Data-at-rest (DAR) is

all data stored on hard drives, thumb drives, digital video disks, compact disks, floppy diskettes, and other similar storage media.[1]
data temporarily or permanently stored in any way, including but not limited to physical drives and non-volatile or volatile memory.[2]

Data-at-rest (DAR) is "data at the end-points of the transmission."[3]

Overview[]

Typical characteristics of data at rest that are notably different in the era of Big Data are volume and variety. Volume is the characteristic of data at rest that is most associated with Big Data. Estimates show that the amount of data in the world doubles every two years. Should this trend continue, by 2020 there would be 500 times the amount of data as existed in 2011. The data volumes have stimulated new ways for scalable storage across a collection of horizontally coupled resources.

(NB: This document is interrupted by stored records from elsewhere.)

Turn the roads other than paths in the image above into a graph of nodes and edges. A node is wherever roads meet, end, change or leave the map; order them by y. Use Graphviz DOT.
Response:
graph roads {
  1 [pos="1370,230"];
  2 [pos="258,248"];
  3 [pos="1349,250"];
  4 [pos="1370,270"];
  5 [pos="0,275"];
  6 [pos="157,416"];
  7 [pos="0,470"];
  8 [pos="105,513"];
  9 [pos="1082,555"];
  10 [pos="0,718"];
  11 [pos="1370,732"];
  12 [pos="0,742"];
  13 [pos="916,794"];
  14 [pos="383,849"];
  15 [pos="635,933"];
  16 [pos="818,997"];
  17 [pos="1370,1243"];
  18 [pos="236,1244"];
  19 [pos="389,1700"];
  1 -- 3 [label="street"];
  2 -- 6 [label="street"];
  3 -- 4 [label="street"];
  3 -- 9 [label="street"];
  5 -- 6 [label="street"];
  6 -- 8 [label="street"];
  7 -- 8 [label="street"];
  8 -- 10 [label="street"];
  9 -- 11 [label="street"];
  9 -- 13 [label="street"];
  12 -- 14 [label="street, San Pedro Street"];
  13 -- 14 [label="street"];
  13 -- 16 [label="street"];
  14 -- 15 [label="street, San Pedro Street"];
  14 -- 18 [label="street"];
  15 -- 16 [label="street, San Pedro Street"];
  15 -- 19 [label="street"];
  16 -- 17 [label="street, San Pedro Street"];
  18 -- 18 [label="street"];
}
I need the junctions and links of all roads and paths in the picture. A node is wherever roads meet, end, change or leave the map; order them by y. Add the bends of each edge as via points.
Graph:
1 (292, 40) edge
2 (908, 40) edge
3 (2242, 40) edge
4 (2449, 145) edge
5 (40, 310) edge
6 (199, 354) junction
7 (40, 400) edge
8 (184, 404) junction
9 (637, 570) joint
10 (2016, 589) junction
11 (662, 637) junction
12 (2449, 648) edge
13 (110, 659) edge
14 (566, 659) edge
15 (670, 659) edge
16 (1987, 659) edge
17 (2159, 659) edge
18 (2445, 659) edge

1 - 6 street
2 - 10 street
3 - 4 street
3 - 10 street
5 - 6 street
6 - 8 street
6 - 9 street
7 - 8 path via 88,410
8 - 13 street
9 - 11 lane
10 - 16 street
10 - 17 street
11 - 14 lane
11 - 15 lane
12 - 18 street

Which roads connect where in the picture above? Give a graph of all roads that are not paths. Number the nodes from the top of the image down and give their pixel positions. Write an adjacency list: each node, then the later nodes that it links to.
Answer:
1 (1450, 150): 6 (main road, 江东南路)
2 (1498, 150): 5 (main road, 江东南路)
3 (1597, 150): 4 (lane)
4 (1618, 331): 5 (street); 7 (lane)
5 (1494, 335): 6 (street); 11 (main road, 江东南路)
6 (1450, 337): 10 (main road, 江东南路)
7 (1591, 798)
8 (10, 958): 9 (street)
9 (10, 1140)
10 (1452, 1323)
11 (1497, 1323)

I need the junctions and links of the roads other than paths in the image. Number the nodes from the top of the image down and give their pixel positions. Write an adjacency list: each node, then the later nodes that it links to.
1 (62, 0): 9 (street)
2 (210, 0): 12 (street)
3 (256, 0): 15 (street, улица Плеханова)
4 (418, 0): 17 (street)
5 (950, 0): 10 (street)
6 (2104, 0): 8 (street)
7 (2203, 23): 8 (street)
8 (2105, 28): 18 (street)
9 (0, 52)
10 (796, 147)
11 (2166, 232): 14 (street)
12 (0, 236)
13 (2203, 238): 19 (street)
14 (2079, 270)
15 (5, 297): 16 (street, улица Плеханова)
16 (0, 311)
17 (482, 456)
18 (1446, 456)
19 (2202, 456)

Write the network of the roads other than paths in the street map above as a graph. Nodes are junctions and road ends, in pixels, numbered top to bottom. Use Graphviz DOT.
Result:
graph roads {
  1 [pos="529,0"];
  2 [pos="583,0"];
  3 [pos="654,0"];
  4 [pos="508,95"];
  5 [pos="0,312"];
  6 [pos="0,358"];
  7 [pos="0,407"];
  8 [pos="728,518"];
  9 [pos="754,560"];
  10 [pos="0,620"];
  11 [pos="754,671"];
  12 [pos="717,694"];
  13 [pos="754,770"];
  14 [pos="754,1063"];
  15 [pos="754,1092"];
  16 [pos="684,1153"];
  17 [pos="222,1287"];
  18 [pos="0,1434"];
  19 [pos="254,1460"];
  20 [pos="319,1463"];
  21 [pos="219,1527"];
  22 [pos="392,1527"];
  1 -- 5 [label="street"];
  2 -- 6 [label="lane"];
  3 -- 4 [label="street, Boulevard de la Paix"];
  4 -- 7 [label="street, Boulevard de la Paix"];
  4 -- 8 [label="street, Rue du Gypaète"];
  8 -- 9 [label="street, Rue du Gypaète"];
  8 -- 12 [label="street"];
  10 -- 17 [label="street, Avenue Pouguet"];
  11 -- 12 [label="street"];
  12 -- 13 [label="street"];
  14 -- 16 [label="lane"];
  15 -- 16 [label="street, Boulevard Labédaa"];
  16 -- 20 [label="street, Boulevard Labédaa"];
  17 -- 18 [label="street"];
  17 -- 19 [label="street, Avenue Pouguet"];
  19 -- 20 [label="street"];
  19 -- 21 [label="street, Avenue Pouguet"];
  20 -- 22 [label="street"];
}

The second characteristic of data at rest is the increasing need to use a variety of data, meaning the data represents a number of data domains and a number of data types. Traditionally, a variety of data was handled through transformations or pre-analytics to extract features that would allow integration with other data. The wider range of data formats, logical models, timescales, and semantics, which is desirous to use in analytics, complicates the integration of the variety of data. For example, data to be integrated could be text from social networks, image data, or a raw feed directly from a sensor source. To deal with a wider range of data formats, a federated database model was designed as a database across the underlying databases. Data to be integrated for analytics could now be of such volume that it cannot be moved to integrate, or it may be that some of the data is not under control of the organization creating the data system. In either case, the variety of Big Data forces a range of new Big Data engineering solutions to efficiently and automatically integrate data that is stored across multiple repositories, in multiple formats, and in multiple logical data models.

Encryption[]

"Data on a drive may be encrypted by putting the file into an encrypted container (e.g., a file folder) so that only the files in that container are encrypted while the rest of the drive is in plaintext. Or, the entire drive may be encrypted, known as full-disk encryption, so that all the data on the drive is encrypted (e.g., encrypting the user-accessible space on a cell phone so that the contents of that cell phone are encrypted)."[4]